- Injap Tower (left) in 2018
- Interactive map of the Injap Tower Hotel area

General information
- Status: Completed
- Type: Condo hotel
- Location: Benigno S. Aquino Jr. Avenue, Mandurriao, Iloilo City, Philippines
- Coordinates: 10°42′50″N 122°33′10″E﻿ / ﻿10.7139°N 122.5527°E
- Construction started: 2010
- Completed: 2013
- Operator: Hotel 101

Height
- Height: 74.9 metres (246 ft)

Technical details
- Floor count: 21

Other information
- Number of rooms: 194 (2016)

References

= Injap Tower Hotel =

Injap Tower Hotel is a 21-storey condo hotel located along Sen. Benigno Aquino Jr. Avenue in Mandurriao, Iloilo City, Philippines, directly across from SM City Iloilo. The hotel is managed by Hotel 101 and was initially operated by Hotel of Asia, Inc. upon its opening in 2013, under DoubleDragon Corporation.
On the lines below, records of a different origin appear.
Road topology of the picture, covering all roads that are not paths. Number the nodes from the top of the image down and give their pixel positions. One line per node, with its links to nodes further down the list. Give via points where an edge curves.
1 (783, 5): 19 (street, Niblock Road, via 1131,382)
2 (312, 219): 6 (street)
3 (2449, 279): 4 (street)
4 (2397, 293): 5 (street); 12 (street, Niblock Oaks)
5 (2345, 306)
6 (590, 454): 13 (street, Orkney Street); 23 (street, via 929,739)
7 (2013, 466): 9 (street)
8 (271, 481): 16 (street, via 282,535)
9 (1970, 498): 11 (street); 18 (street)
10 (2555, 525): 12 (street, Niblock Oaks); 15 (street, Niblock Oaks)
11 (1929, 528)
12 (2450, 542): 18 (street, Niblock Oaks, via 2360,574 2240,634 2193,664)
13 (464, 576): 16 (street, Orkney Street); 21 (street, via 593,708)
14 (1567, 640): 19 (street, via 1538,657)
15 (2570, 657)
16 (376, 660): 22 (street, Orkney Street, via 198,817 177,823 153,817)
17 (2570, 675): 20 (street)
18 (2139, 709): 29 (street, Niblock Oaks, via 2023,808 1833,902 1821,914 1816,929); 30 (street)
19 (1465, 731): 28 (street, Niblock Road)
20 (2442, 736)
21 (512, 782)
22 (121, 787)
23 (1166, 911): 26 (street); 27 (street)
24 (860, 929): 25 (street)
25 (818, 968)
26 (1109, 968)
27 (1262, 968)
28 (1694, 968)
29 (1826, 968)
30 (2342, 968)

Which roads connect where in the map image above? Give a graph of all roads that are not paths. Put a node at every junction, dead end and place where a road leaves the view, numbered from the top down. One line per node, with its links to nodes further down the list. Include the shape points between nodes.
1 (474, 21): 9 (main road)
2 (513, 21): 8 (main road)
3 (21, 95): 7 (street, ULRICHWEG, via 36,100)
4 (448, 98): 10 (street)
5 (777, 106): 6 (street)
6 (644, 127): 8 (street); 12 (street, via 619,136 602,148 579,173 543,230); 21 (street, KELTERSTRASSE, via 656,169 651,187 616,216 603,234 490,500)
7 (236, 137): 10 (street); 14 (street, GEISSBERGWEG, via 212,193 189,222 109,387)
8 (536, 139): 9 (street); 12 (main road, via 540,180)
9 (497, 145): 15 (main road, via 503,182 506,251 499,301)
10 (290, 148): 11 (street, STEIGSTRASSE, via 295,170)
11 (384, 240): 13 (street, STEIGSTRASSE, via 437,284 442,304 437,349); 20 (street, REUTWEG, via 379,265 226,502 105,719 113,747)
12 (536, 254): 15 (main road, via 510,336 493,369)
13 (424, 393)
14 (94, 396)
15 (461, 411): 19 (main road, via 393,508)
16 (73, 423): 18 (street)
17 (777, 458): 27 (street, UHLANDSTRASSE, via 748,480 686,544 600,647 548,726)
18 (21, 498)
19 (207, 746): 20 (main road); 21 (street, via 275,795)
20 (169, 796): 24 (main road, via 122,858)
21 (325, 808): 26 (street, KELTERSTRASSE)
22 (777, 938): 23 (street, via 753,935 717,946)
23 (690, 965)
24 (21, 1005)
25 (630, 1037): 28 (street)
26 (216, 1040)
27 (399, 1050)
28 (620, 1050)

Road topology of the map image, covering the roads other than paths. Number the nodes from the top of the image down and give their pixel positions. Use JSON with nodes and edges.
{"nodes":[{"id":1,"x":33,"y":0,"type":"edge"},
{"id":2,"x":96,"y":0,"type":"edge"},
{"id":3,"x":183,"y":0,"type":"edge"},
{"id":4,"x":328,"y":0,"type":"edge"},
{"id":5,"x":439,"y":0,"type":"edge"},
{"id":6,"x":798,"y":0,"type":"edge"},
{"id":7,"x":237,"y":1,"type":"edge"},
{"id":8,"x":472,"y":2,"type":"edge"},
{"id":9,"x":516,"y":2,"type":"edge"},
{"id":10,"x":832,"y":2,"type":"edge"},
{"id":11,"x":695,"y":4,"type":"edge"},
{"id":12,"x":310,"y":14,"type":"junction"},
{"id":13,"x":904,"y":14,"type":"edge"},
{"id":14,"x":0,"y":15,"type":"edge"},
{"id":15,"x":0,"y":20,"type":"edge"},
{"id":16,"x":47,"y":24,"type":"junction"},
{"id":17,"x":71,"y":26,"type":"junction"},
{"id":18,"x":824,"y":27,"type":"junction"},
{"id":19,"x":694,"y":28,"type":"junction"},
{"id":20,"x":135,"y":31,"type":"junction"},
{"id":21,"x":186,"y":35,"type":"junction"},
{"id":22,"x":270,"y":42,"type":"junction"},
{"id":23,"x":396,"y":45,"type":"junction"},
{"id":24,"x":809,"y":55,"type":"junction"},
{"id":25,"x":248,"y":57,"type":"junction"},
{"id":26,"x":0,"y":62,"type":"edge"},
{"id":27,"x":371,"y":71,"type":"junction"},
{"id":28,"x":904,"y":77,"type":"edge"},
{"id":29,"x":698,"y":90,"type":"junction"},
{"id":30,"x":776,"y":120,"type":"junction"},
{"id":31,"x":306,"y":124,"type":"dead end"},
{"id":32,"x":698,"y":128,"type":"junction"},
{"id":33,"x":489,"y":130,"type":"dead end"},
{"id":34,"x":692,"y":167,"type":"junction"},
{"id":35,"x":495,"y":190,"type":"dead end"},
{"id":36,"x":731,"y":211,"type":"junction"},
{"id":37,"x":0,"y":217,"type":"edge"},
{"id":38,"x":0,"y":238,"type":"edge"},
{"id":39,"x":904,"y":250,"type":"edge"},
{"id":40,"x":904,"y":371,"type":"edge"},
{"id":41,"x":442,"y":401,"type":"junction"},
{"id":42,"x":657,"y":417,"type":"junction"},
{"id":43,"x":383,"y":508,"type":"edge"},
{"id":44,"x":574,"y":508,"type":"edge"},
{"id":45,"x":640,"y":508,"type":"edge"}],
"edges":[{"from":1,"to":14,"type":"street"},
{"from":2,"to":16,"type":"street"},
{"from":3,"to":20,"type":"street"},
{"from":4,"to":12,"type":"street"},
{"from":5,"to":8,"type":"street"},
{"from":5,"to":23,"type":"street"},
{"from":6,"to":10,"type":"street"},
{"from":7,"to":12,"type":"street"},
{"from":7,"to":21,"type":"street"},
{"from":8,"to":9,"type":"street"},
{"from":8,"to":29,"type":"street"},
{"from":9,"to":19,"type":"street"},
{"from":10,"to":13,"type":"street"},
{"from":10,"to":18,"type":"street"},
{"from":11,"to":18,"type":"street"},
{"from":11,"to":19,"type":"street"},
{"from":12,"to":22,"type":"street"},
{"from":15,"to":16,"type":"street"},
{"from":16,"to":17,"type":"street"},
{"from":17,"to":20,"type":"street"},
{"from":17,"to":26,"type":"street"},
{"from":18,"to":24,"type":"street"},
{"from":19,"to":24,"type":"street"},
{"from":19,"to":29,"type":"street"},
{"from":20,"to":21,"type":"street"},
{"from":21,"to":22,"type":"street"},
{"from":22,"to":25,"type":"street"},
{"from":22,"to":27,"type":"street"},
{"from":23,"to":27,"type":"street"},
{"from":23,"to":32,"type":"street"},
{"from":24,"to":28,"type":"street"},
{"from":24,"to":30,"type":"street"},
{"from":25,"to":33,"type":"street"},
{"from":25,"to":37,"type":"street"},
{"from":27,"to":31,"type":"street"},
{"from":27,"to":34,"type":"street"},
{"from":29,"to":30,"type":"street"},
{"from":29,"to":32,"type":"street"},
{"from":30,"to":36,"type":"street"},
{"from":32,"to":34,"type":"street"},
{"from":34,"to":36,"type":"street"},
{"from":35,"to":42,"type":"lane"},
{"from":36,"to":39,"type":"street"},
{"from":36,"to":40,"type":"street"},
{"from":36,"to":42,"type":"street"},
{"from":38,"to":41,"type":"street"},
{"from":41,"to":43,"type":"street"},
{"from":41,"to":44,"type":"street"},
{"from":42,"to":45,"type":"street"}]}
Upon its completion in 2013, Injap Tower Hotel became the tallest building in Iloilo City and in the Western Visayas region, standing at a height of 74.9 m. It held the status until 2018, when it was surpassed by the nearby 18-storey SM Strata twin towers, which are approximately 9 m taller. As of 2025, Injap Tower remains the tallest hotel in Western Visayas and the fourth tallest building in Iloilo City.

The hotel features 194 identical rooms marketed as "Happy Rooms." It also features the Horizon Café, a restaurant located on the top floor, and a wellness facility known as The Spa Circle.